(Saved data entries)

------------------------------------------------------------------------

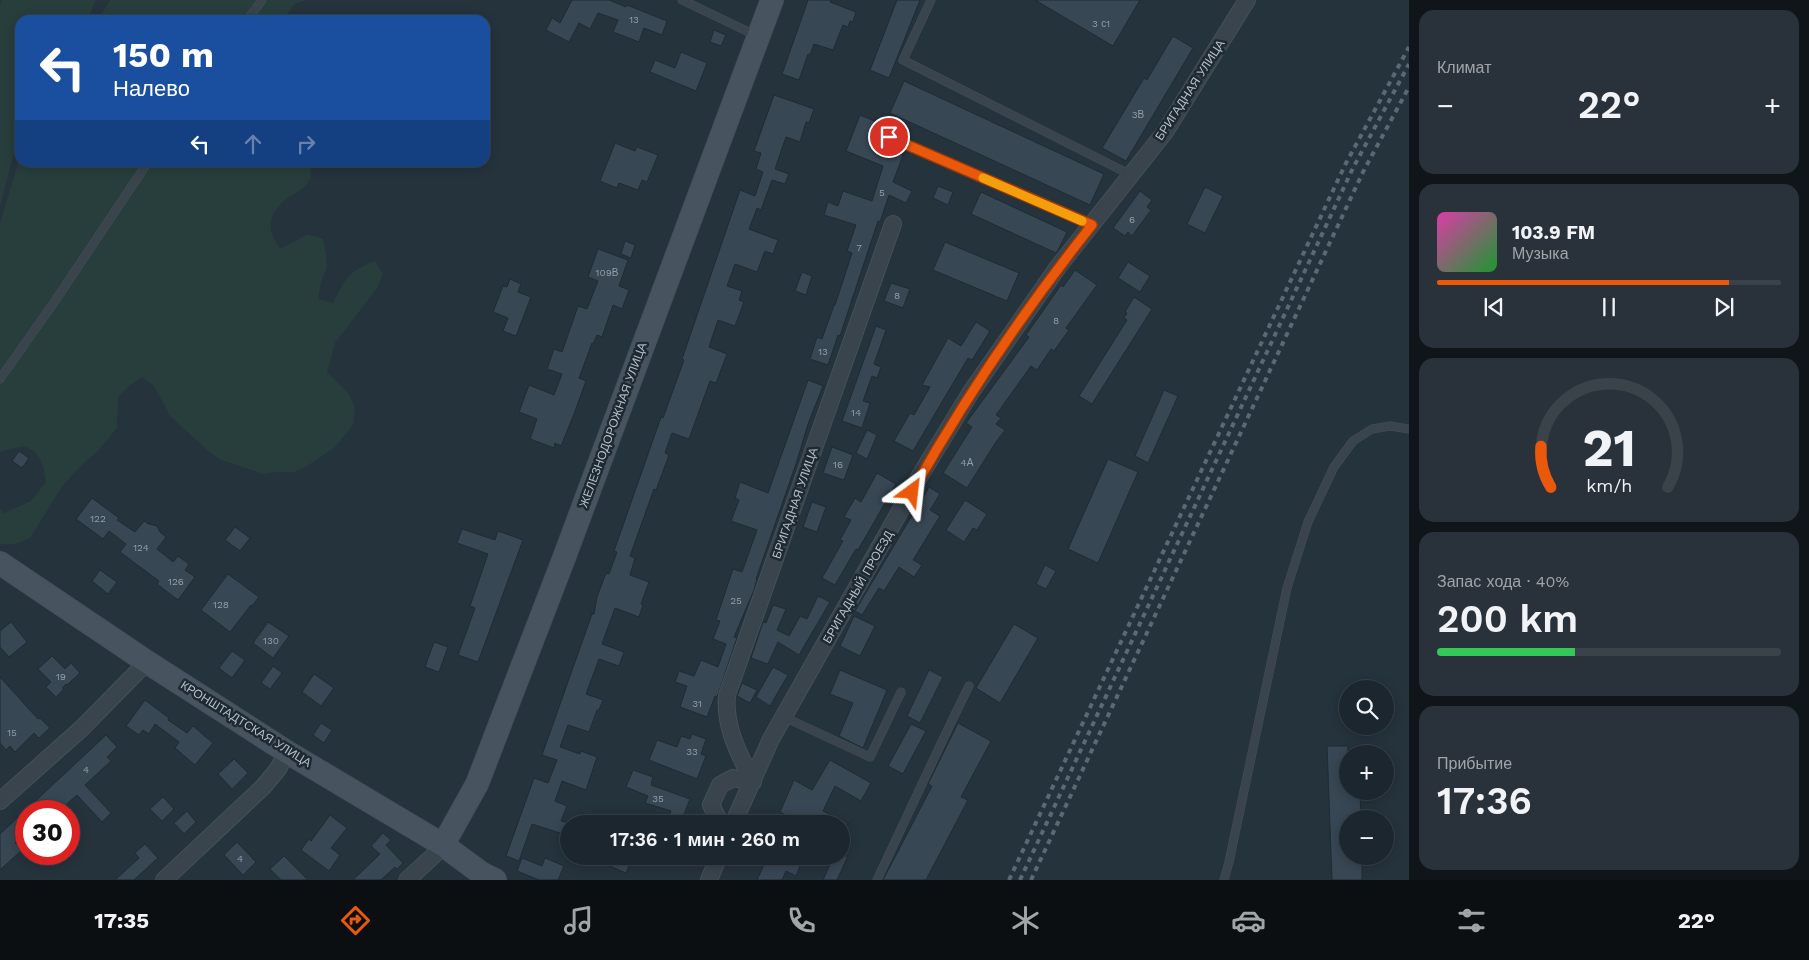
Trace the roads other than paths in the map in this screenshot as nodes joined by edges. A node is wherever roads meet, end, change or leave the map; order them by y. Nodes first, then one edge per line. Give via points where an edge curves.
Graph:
1 (262, 0) edge
2 (682, 0) edge
3 (772, 0) edge
4 (931, 0) edge
5 (1247, 0) edge
6 (251, 15) edge
7 (758, 36) junction
8 (889, 137) dead end
9 (145, 167) edge
10 (1132, 175) junction
11 (893, 224) dead end
12 (1092, 225) junction
13 (0, 379) edge
14 (1409, 429) edge
15 (0, 563) edge
16 (147, 662) junction
17 (969, 686) dead end
18 (901, 692) dead end
19 (784, 717) junction
20 (287, 752) junction
21 (752, 782) junction
22 (0, 801) edge
23 (716, 815) edge
24 (737, 815) edge
25 (443, 845) junction
26 (715, 865) edge
27 (164, 880) edge
28 (407, 880) edge
29 (495, 880) edge
30 (709, 880) edge
31 (877, 880) edge
32 (1224, 880) edge

1 - 6 lane
2 - 7 lane
3 - 7 street, ЖЕЛЕЗНОДОРОЖНАЯ УЛИЦА
4 - 10 lane via 904,60
5 - 10 street, БРИГАДНАЯ УЛИЦА via 1166,132
7 - 25 street, ЖЕЛЕЗНОДОРОЖНАЯ УЛИЦА via 477,784
8 - 12 lane
9 - 13 lane
10 - 12 street, БРИГАДНАЯ УЛИЦА
11 - 21 street, БРИГАДНАЯ УЛИЦА via 727,695 725,711 734,745
12 - 19 street, БРИГАДНЫЙ ПРОЕЗД via 1058,267 971,392
14 - 32 lane via 1372,428 1353,441 1334,467 1308,522 1287,588
15 - 16 street, КРОНШТАДТСКАЯ УЛИЦА
16 - 20 street, КРОНШТАДТСКАЯ УЛИЦА
16 - 22 street via 81,728
17 - 31 lane
18 - 19 lane via 870,757
19 - 21 street, БРИГАДНЫЙ ПРОЕЗД
20 - 25 street, КРОНШТАДТСКАЯ УЛИЦА
20 - 27 street via 263,787
21 - 23 street via 733,778 720,785 711,805
21 - 24 street
25 - 28 street
25 - 29 street, КРОНШТАДТСКАЯ УЛИЦА via 481,874
26 - 30 street

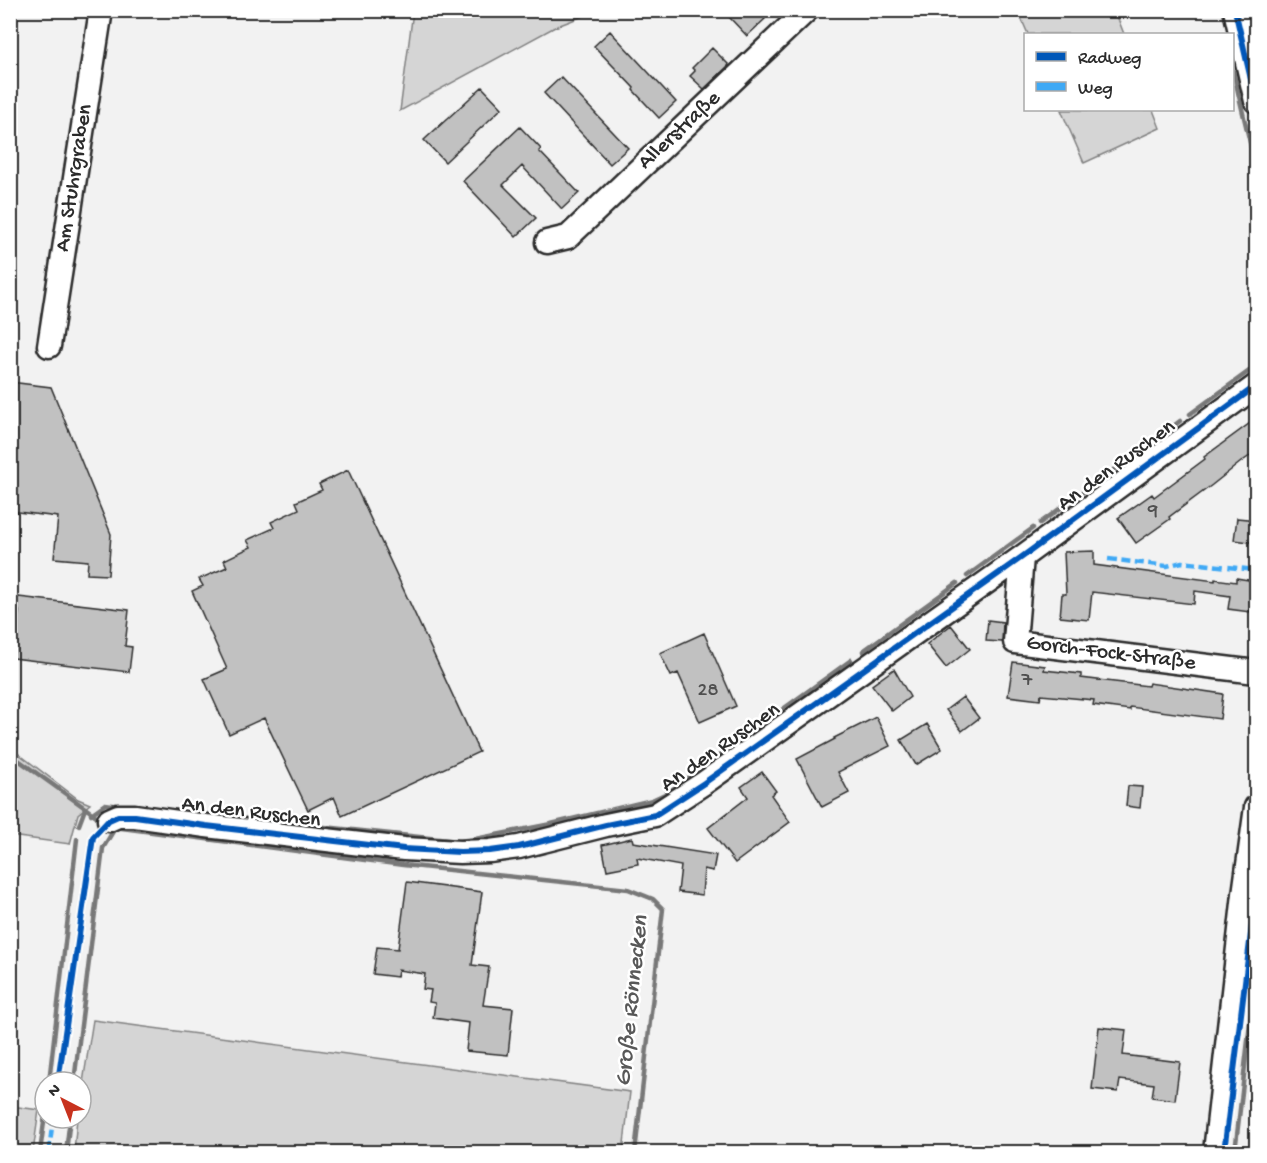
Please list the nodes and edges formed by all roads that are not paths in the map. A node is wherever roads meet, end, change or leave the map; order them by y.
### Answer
1 (101, 10) edge
2 (807, 10) edge
3 (1236, 10) edge
4 (1257, 101) edge
5 (546, 242) dead end
6 (49, 346) dead end
7 (1257, 386) edge
8 (1022, 557) junction
9 (1257, 672) edge
10 (1257, 807) edge
11 (109, 820) dead end
12 (1215, 1152) edge

1 - 6 street, Am Stuhrgraben
2 - 5 street, Allerstraße
3 - 4 street
7 - 8 street, An den Ruschen
8 - 9 street, Gorch-Fock-Straße
8 - 11 street, An den Ruschen
10 - 12 street

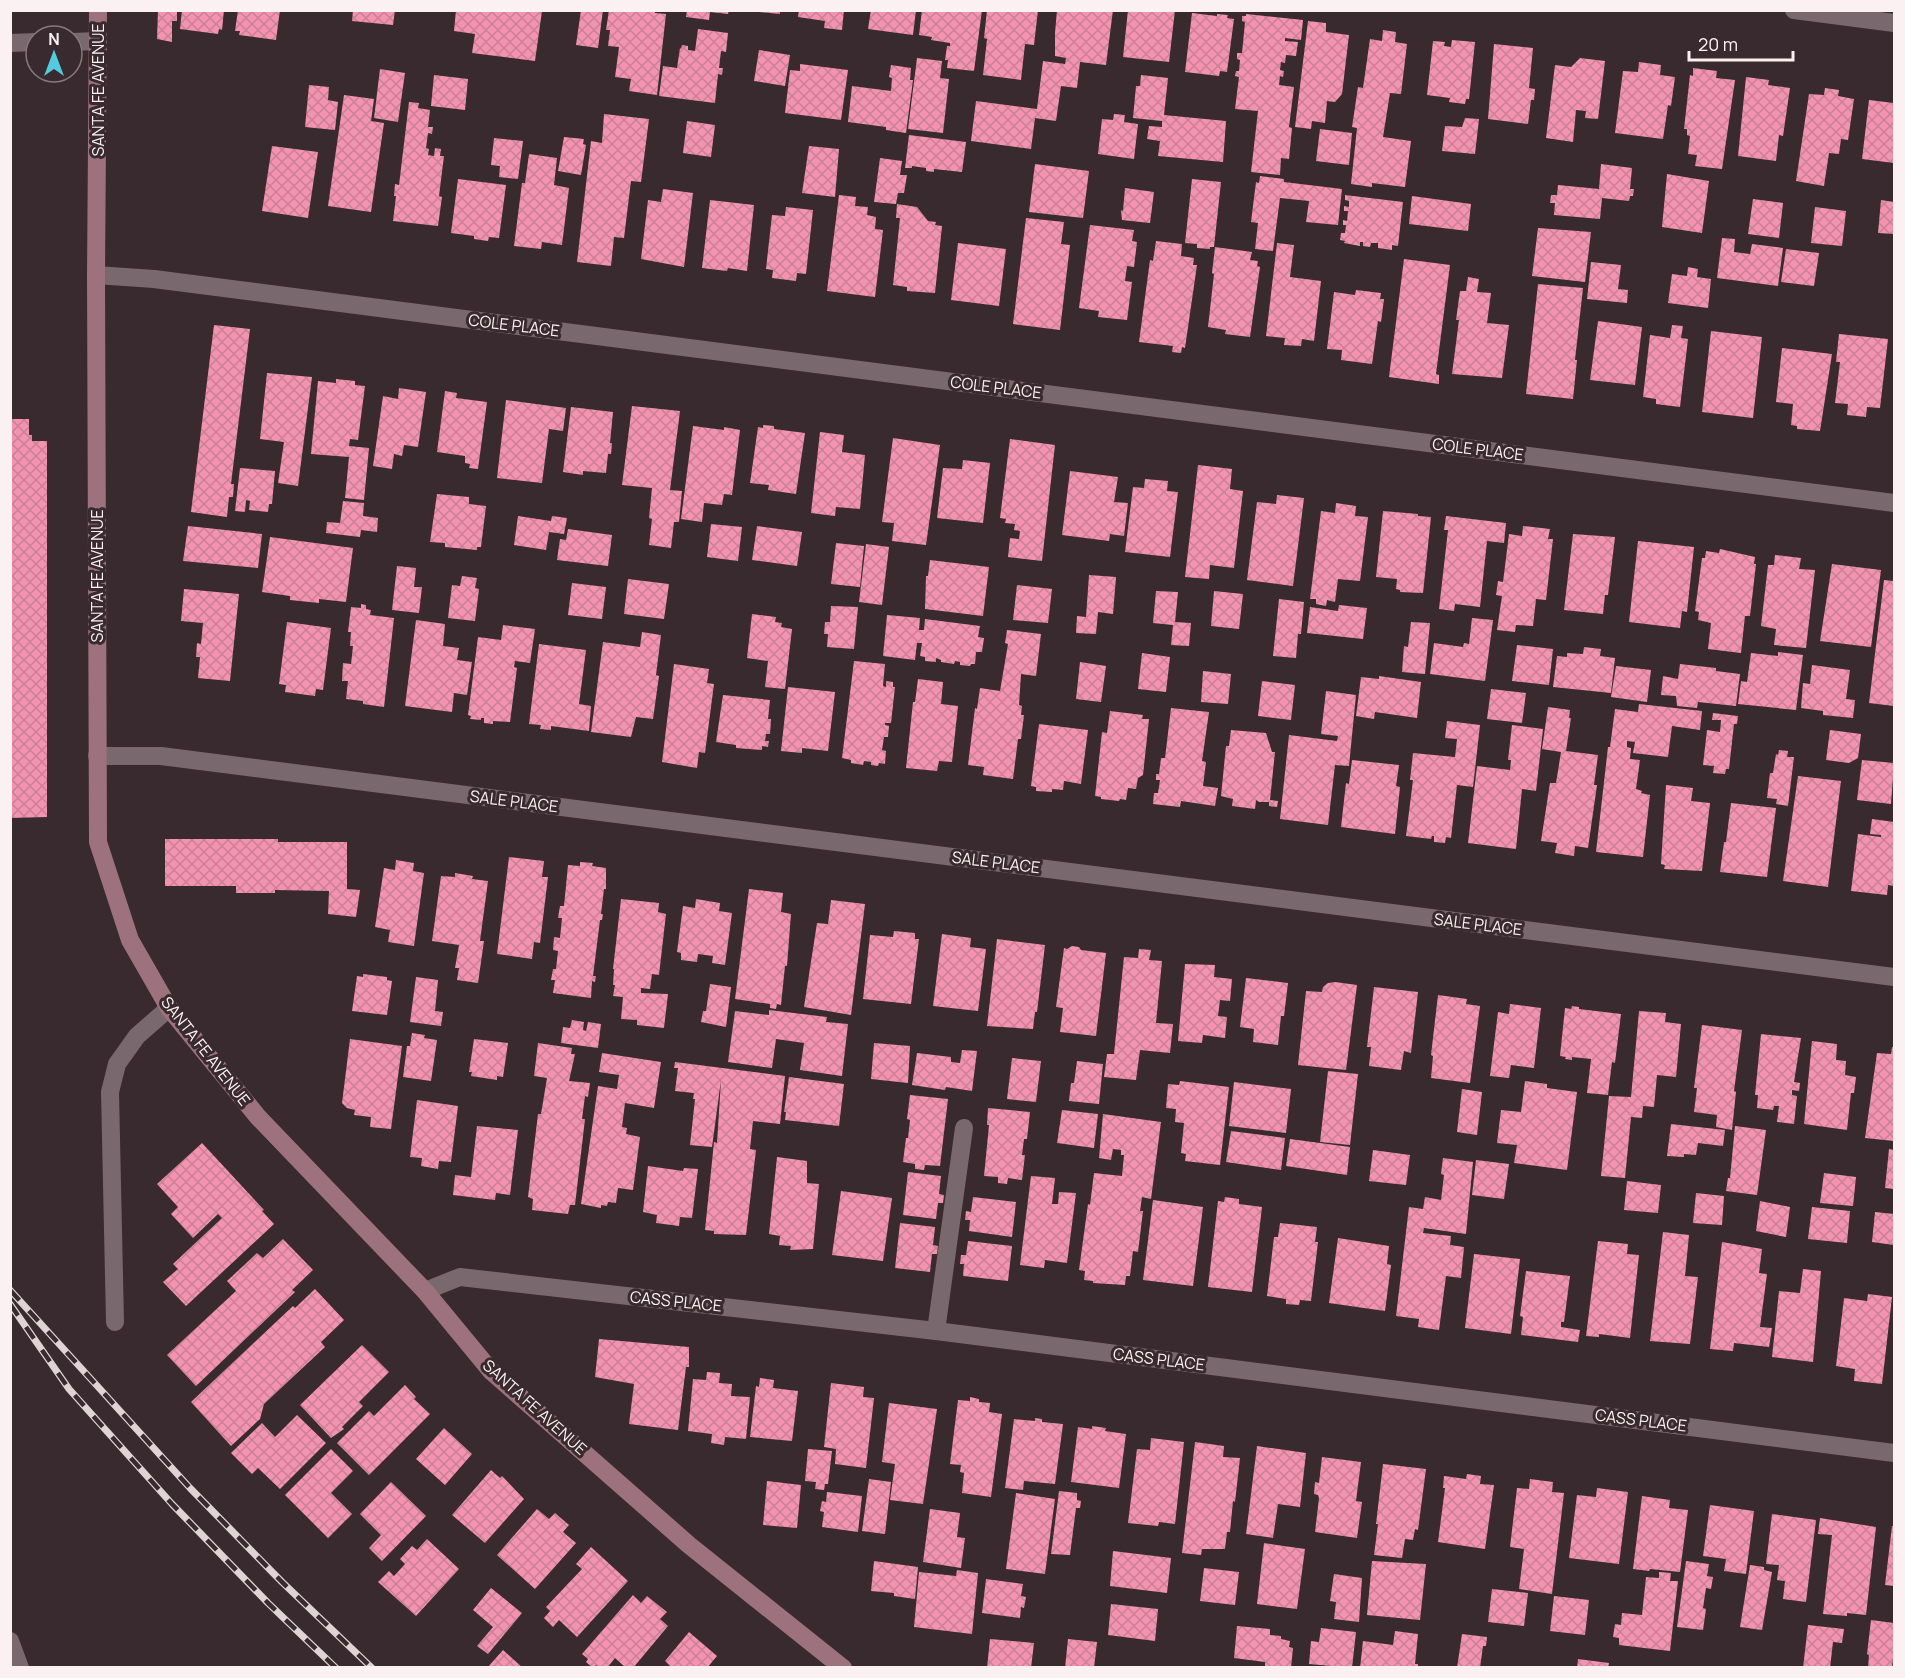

------------------------------------------------------------------------

→ AIM OF THE TASK
Nothing but the lines from the one containing "Please list the" through the last line of the data should appear in the answer, copied exactly, with pictures excluded.

→ TASK OUTPUT
Please list the nodes and edges formed by all roads that are not paths in the map. A node is wherever roads meet, end, change or leave the map; order them by y.
### Answer
1 (101, 10) edge
2 (807, 10) edge
3 (1236, 10) edge
4 (1257, 101) edge
5 (546, 242) dead end
6 (49, 346) dead end
7 (1257, 386) edge
8 (1022, 557) junction
9 (1257, 672) edge
10 (1257, 807) edge
11 (109, 820) dead end
12 (1215, 1152) edge

1 - 6 street, Am Stuhrgraben
2 - 5 street, Allerstraße
3 - 4 street
7 - 8 street, An den Ruschen
8 - 9 street, Gorch-Fock-Straße
8 - 11 street, An den Ruschen
10 - 12 street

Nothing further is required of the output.